WHAT IS EXPECTED: Every line of the listing below is to be duplicated exactly, with the pictures left out.

-=-=-

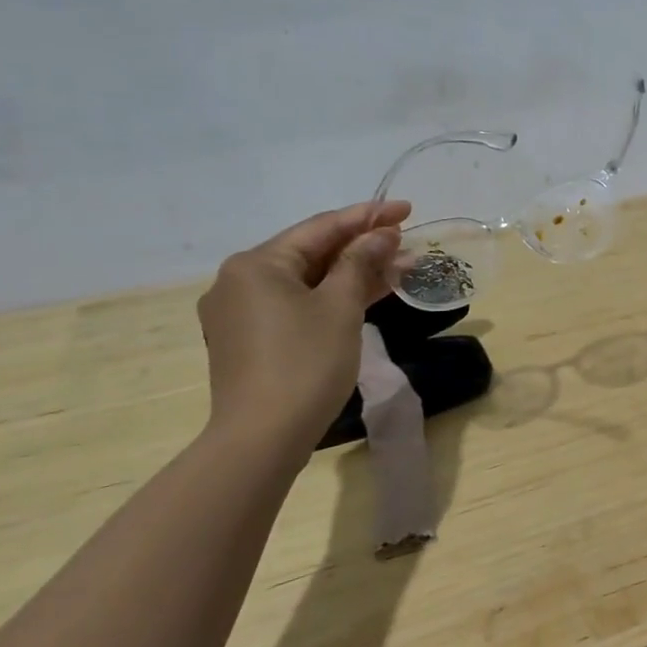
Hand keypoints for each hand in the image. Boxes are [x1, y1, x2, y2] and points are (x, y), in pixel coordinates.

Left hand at [197, 201, 412, 459]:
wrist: (263, 438)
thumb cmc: (305, 363)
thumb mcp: (340, 306)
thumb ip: (360, 262)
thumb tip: (380, 234)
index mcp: (256, 264)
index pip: (321, 228)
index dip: (368, 216)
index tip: (406, 208)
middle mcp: (240, 281)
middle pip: (312, 253)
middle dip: (362, 247)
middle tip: (406, 241)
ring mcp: (242, 312)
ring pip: (308, 281)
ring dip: (352, 273)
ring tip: (399, 267)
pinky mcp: (251, 339)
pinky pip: (298, 304)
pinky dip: (332, 297)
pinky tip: (368, 294)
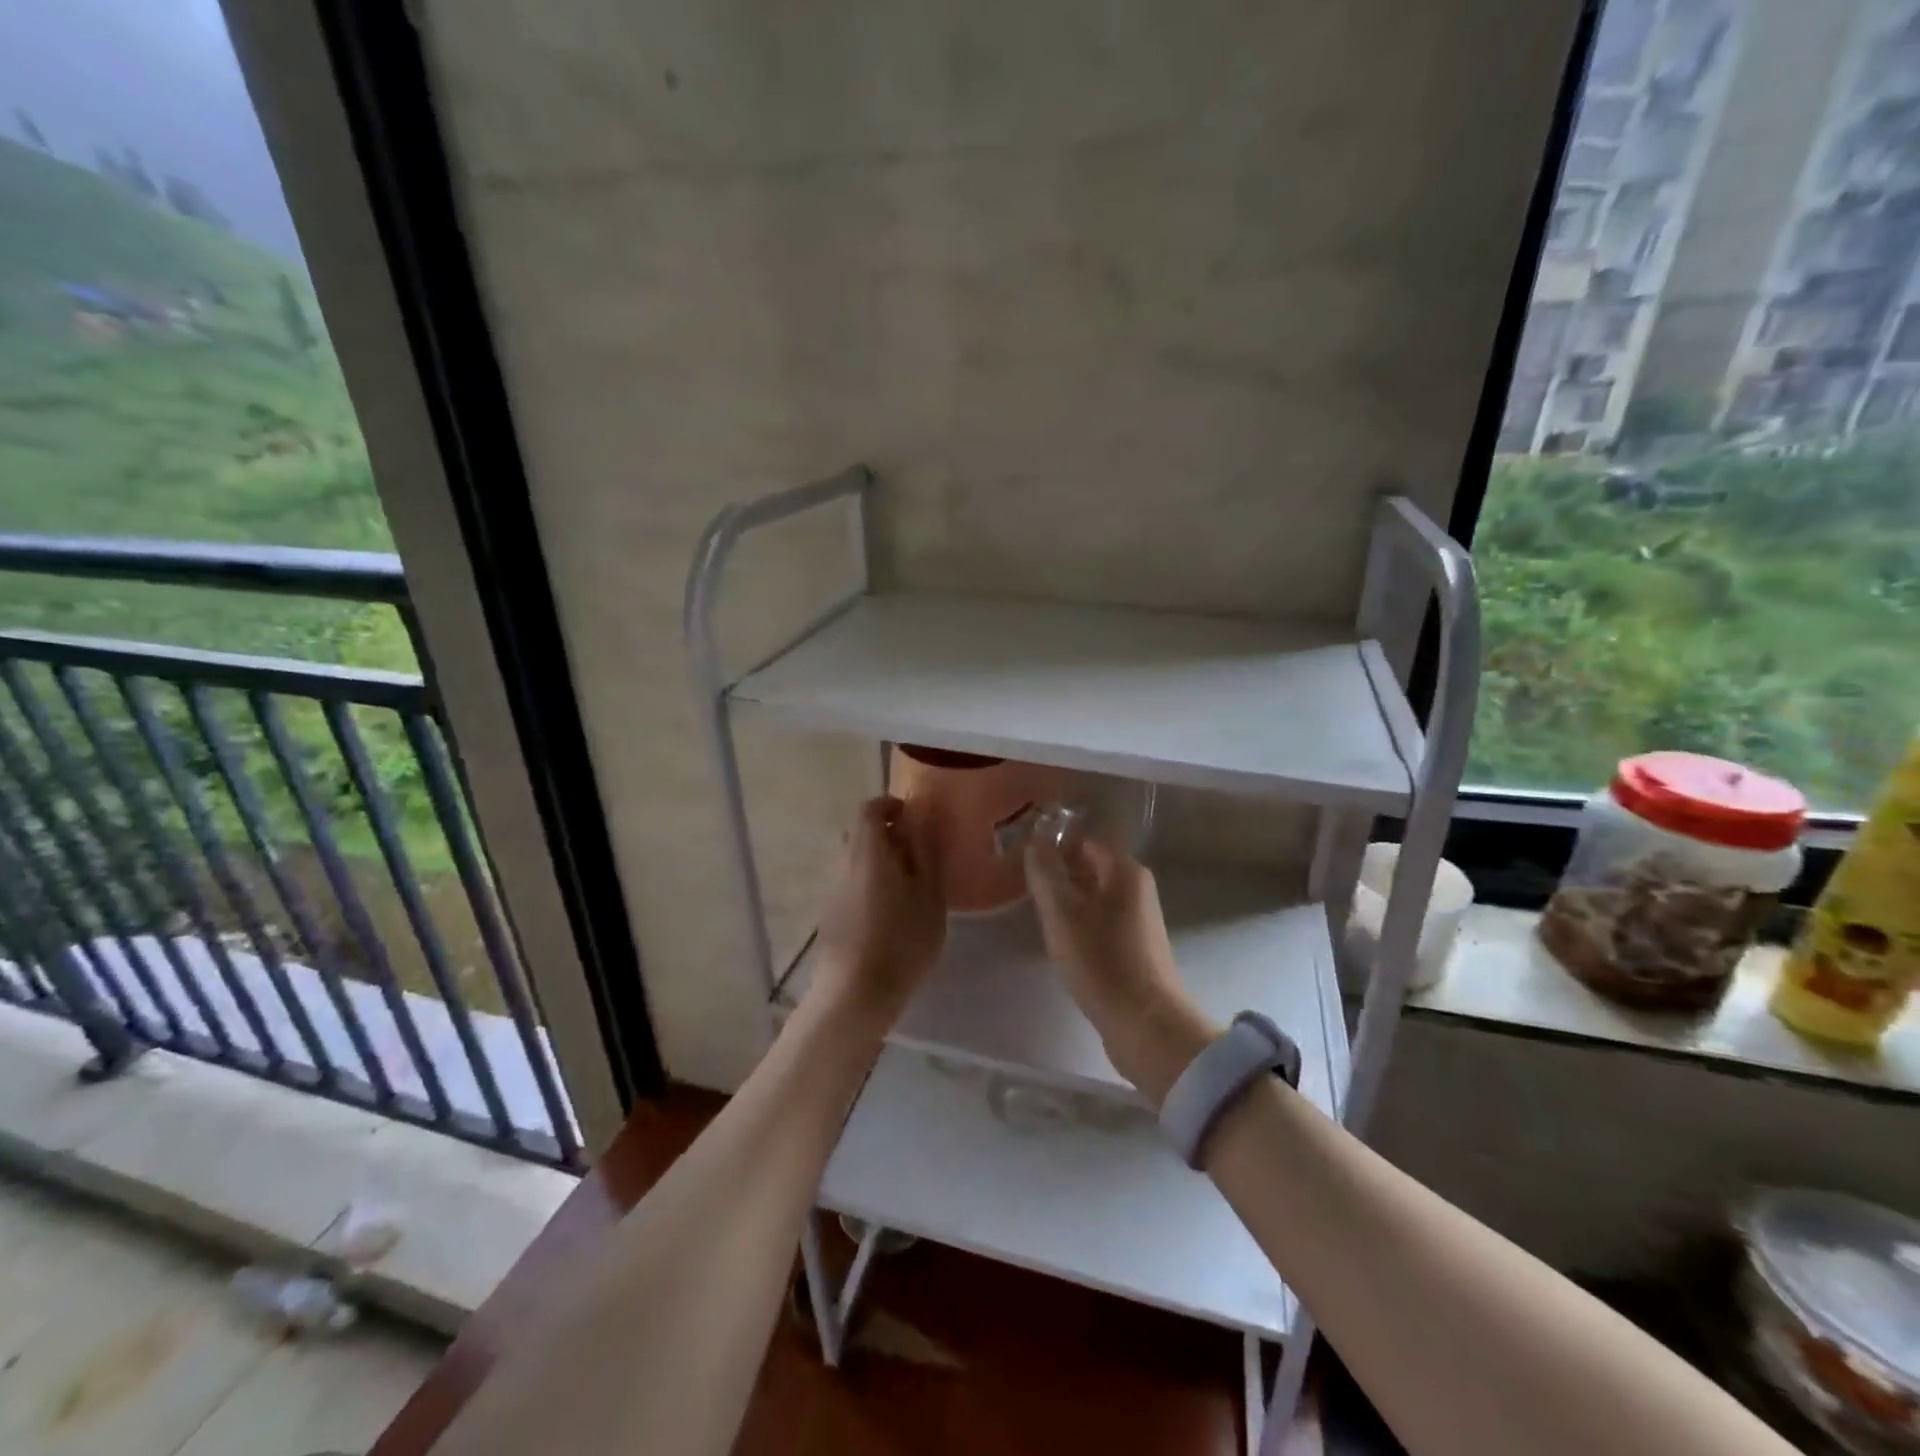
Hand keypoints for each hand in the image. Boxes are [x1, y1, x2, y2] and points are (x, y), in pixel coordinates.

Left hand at [810, 796, 946, 1030]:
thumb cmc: (901, 941)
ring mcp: (830, 889)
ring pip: (854, 859)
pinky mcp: (828, 914)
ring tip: (908, 887)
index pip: (869, 808)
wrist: (854, 995)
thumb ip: (927, 852)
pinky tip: (889, 912)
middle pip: (859, 833)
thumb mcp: (929, 896)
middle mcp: (841, 862)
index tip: (914, 819)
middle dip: (887, 834)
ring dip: (878, 861)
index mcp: (867, 850)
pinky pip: (849, 882)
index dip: (891, 806)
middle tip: (918, 854)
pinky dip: (868, 882)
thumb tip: (923, 819)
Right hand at [1025, 836, 1213, 1103]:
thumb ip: (1045, 872)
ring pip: (1095, 897)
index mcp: (1125, 871)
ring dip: (1068, 900)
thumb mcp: (1062, 913)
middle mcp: (1138, 889)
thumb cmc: (1100, 960)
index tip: (1022, 858)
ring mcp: (1140, 920)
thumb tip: (1034, 841)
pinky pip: (1101, 922)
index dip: (1052, 846)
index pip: (1084, 842)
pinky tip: (1062, 940)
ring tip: (1037, 912)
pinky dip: (1080, 923)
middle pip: (1091, 868)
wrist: (1144, 1023)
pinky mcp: (1136, 948)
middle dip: (1058, 873)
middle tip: (1024, 885)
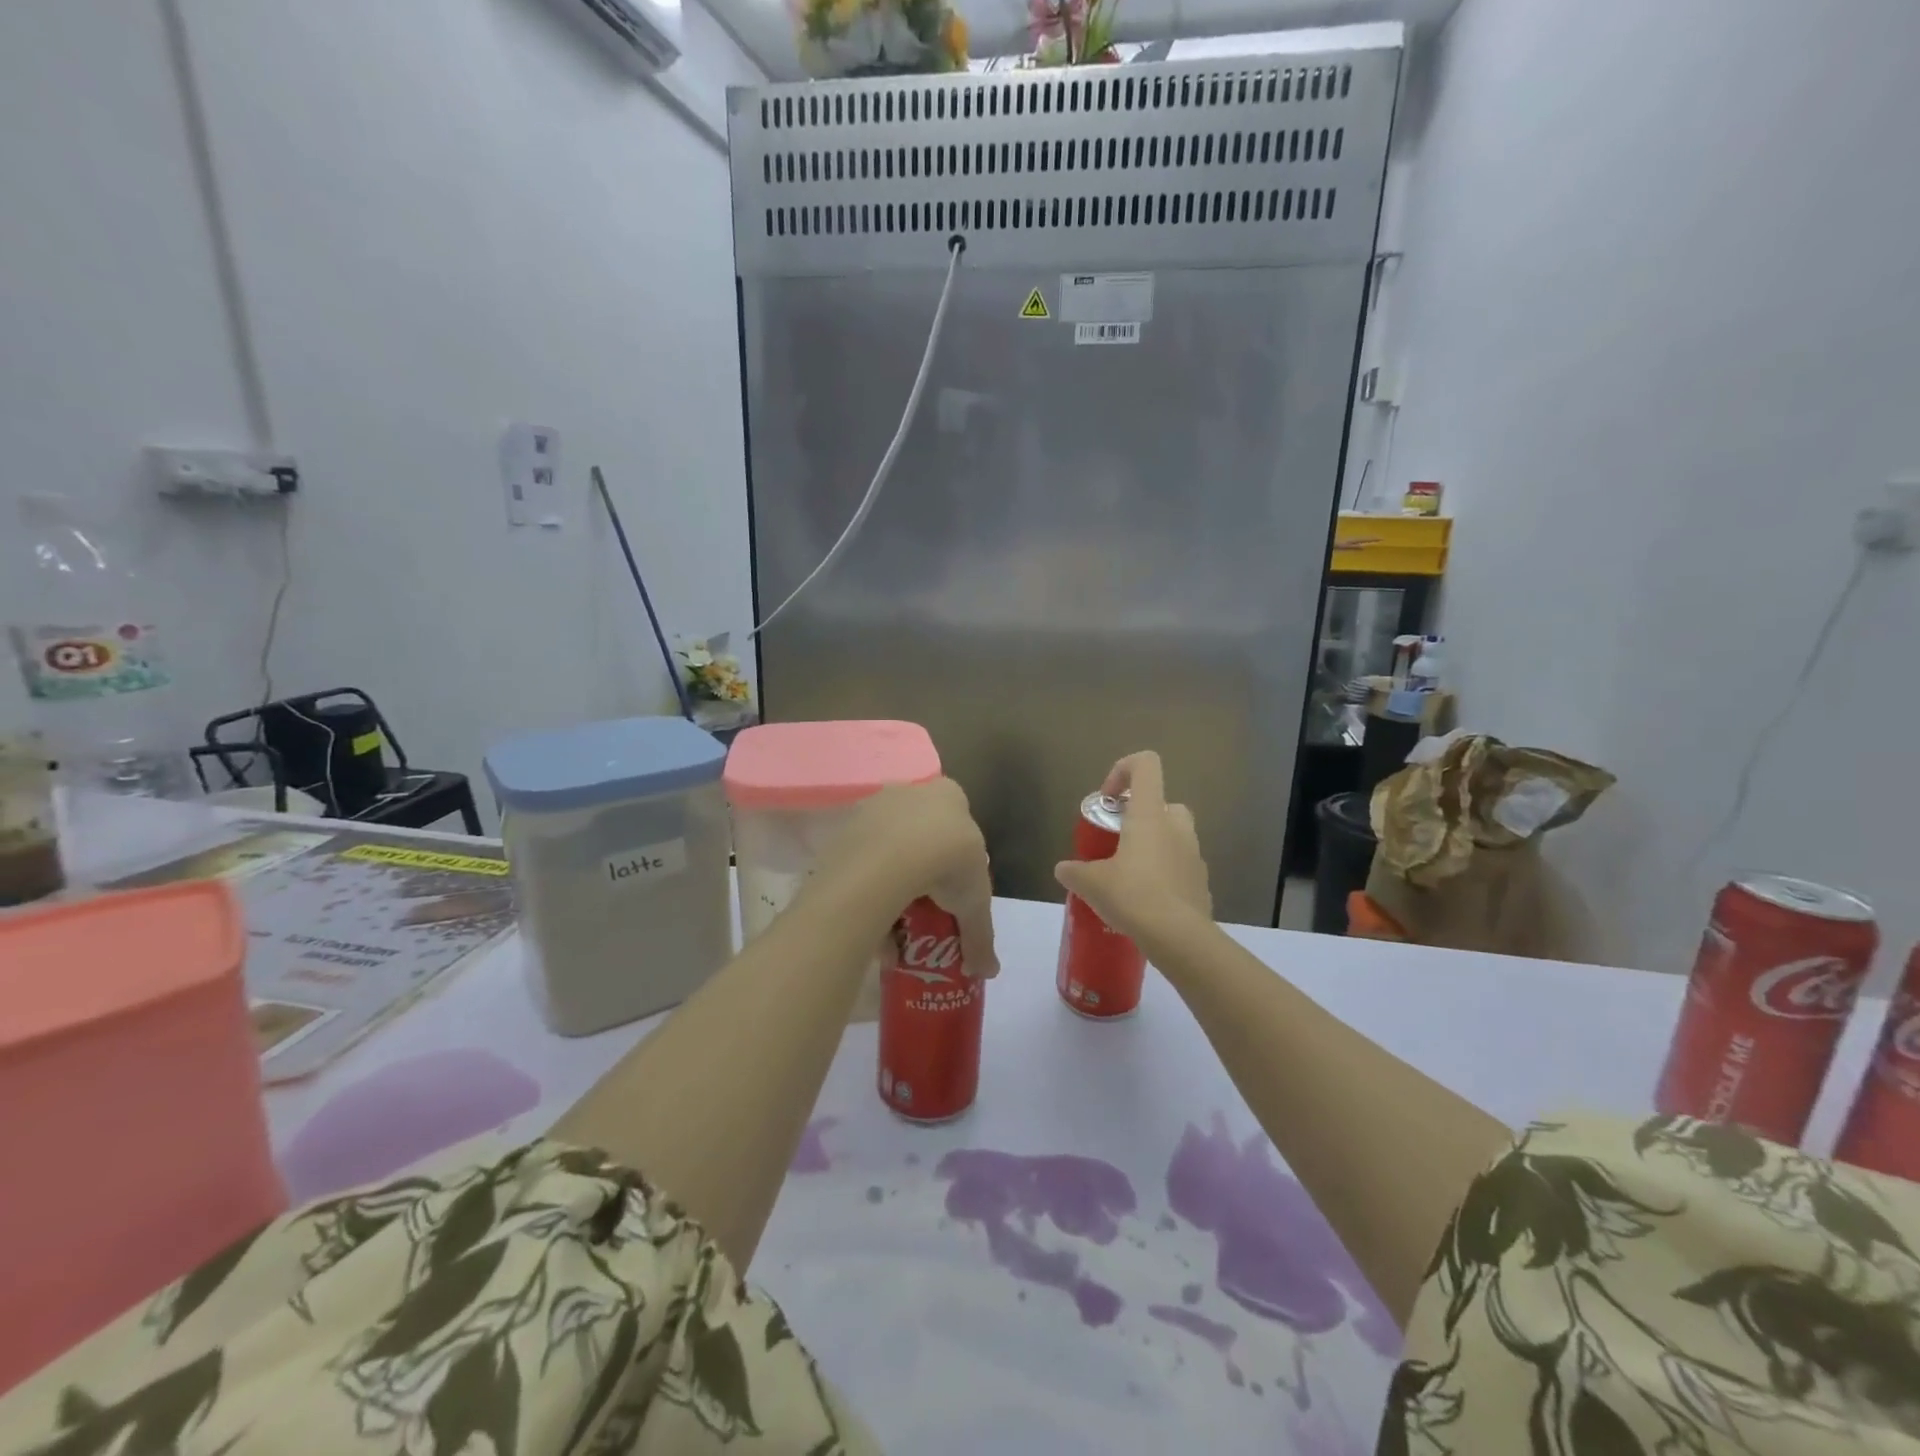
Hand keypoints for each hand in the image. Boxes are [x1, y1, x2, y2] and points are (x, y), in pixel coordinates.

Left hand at [809, 778, 998, 977]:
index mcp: (950, 796)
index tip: (954, 892)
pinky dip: (868, 890)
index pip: (958, 824)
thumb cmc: (948, 864)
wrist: (891, 858)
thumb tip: (989, 972)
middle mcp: (911, 791)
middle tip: (926, 909)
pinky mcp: (846, 826)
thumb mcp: (975, 903)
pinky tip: (873, 922)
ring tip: (896, 927)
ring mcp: (875, 806)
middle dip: (923, 873)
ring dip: (893, 885)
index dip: (957, 859)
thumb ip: (981, 936)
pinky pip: (862, 861)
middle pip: (921, 836)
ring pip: (888, 850)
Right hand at [1054, 751, 1210, 946]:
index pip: (1146, 765)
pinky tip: (1146, 902)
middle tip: (1118, 841)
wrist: (1179, 938)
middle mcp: (1177, 827)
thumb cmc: (1132, 896)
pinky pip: (1181, 869)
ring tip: (1128, 877)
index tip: (1107, 799)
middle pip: (1163, 803)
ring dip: (1153, 847)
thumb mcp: (1091, 883)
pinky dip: (1165, 876)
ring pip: (1174, 837)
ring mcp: (1194, 856)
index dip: (1123, 770)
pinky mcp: (1202, 883)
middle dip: (1141, 817)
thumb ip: (1074, 871)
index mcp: (1150, 815)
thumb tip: (1063, 869)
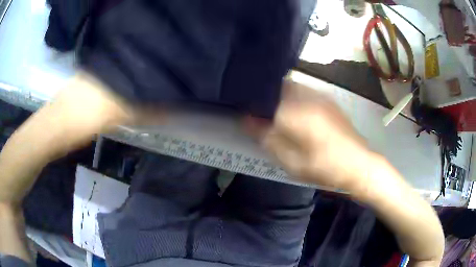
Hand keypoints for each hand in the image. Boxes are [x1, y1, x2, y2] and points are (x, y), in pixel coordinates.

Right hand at [246, 81, 372, 190]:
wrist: (358, 164)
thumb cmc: (324, 167)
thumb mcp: (291, 162)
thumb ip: (268, 138)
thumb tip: (247, 120)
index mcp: (296, 114)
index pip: (264, 100)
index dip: (252, 105)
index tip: (246, 114)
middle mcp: (306, 98)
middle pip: (277, 86)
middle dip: (266, 96)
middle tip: (261, 113)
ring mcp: (319, 96)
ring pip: (291, 85)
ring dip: (280, 94)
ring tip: (278, 112)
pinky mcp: (328, 99)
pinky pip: (304, 89)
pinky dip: (294, 95)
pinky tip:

-=-=-

EXPECTED ANSWER:
Hand keypoints for each hand in the image. Boxes are [x1, y1, x2, y2] and points are (x, y), in pixel coordinates.

Left hand at [197, 201, 412, 459]:
wrist: (263, 438)
thumb cmc: (305, 363)
thumb mcp: (340, 306)
thumb ip: (360, 262)
thumb tip: (380, 234)
index mcp: (256, 264)
index pip: (321, 228)
index dip: (368, 216)
index tip: (406, 208)
middle mcp: (240, 281)
middle pip: (312, 253)
middle dip: (362, 247)
middle tip: (406, 241)
ring mcp: (242, 312)
ring pip: (308, 281)
ring dip: (352, 273)
ring tip: (399, 267)
pinky mcp: (251, 339)
pinky pip: (298, 304)
pinky dip: (332, 297)
pinky tip: (368, 294)
Hand keypoints for each hand in the image. Boxes are [x1, y1, x2, y2] and points are (x, y), in pixel coordinates.

Left hand at [810, 796, 946, 1030]:
thumb cmc: (901, 941)
ring mcp: (830, 889)
ring pip: (854, 859)
pinky mcp: (828, 914)
ring tip: (908, 887)
index pip: (869, 808)
wrist: (854, 995)
thumb ip: (927, 852)
pinky tip: (889, 912)
middle pip: (859, 833)
thumb mcp: (929, 896)
middle mcp: (841, 862)
index tip: (914, 819)
middle dip: (887, 834)
ring dip: (878, 861)
index mcp: (867, 850)
pinky pip: (849, 882)
index dip: (891, 806)
middle tip: (918, 854)
pinky dip: (868, 882)
thumb tip: (923, 819)
Right hand at [1025, 836, 1213, 1103]:
thumb ip: (1045, 872)
ring pip: (1095, 897)
index mcp: (1125, 871)
ring dip: (1068, 900)
thumb mcp: (1062, 913)
middle mcp: (1138, 889)
thumb cmc: (1100, 960)
index tip: (1022, 858)
ring mcp: (1140, 920)
thumb tip: (1034, 841)
pinky pip: (1101, 922)
index dip: (1052, 846)
index pip: (1084, 842)
pinky tip: (1062, 940)
ring tip: (1037, 912)
pinky dip: (1080, 923)
middle pip: (1091, 868)
wrist: (1144, 1023)
pinky mcp: (1136, 948)
middle dip: (1058, 873)
middle tip: (1024, 885)
Hand keypoints for each hand in the image. Boxes are [x1, y1, x2, y2] and points are (x, y), in pixel coordinates.

Left hand at [809, 778, 998, 977]:
index mcp: (950, 796)
index tip: (954, 892)
pinky dip: (868, 890)
index pip: (958, 824)
thumb cmc: (948, 864)
wrist: (891, 858)
thumb tip: (989, 972)
middle mcp: (911, 791)
middle tip: (926, 909)
pinky mcp: (846, 826)
thumb mcp: (975, 903)
pinky tip: (873, 922)
ring tip: (896, 927)
ring mcp: (875, 806)
middle dip: (923, 873)
ring dip: (893, 885)
index dip: (957, 859)
thumb ip: (981, 936)
pinky pip: (862, 861)
middle pip: (921, 836)
ring pip: (888, 850)
Right hand at [1054, 751, 1210, 946]:
index pip: (1146, 765)
pinky tip: (1146, 902)
middle tip: (1118, 841)
wrist: (1179, 938)
middle mcp: (1177, 827)
thumb cmc: (1132, 896)
pinky pip: (1181, 869)
ring tip: (1128, 877)
index tip: (1107, 799)
middle pip: (1163, 803)
ring dip: (1153, 847)
thumb mcp: (1091, 883)
pinky dip: (1165, 876)
ring pip: (1174, 837)
ring mcp: (1194, 856)
index dip: (1123, 770)
pinky mcp: (1202, 883)
middle dip: (1141, 817)
thumb ip: (1074, 871)
index mcp: (1150, 815)
thumb tip: (1063, 869)
Hand keypoints for each hand in the image. Boxes are [x1, y1, x2, y2] and points are (x, y), in pixel coordinates.

Right hand at [246, 81, 372, 190]:
wrist: (358, 164)
thumb cmc: (324, 167)
thumb mcp: (291, 162)
thumb ip: (268, 138)
thumb tip: (247, 120)
index mcp: (296, 114)
index pip: (264, 100)
index dip: (252, 105)
index tip: (246, 114)
middle mcp: (306, 98)
middle pip: (277, 86)
middle dip: (266, 96)
middle tip: (261, 113)
ring mcp: (319, 96)
ring pip: (291, 85)
ring dip: (280, 94)
ring tip: (278, 112)
pinky mcp: (328, 99)
pinky pip: (304, 89)
pinky dip: (294, 95)
pinky tip:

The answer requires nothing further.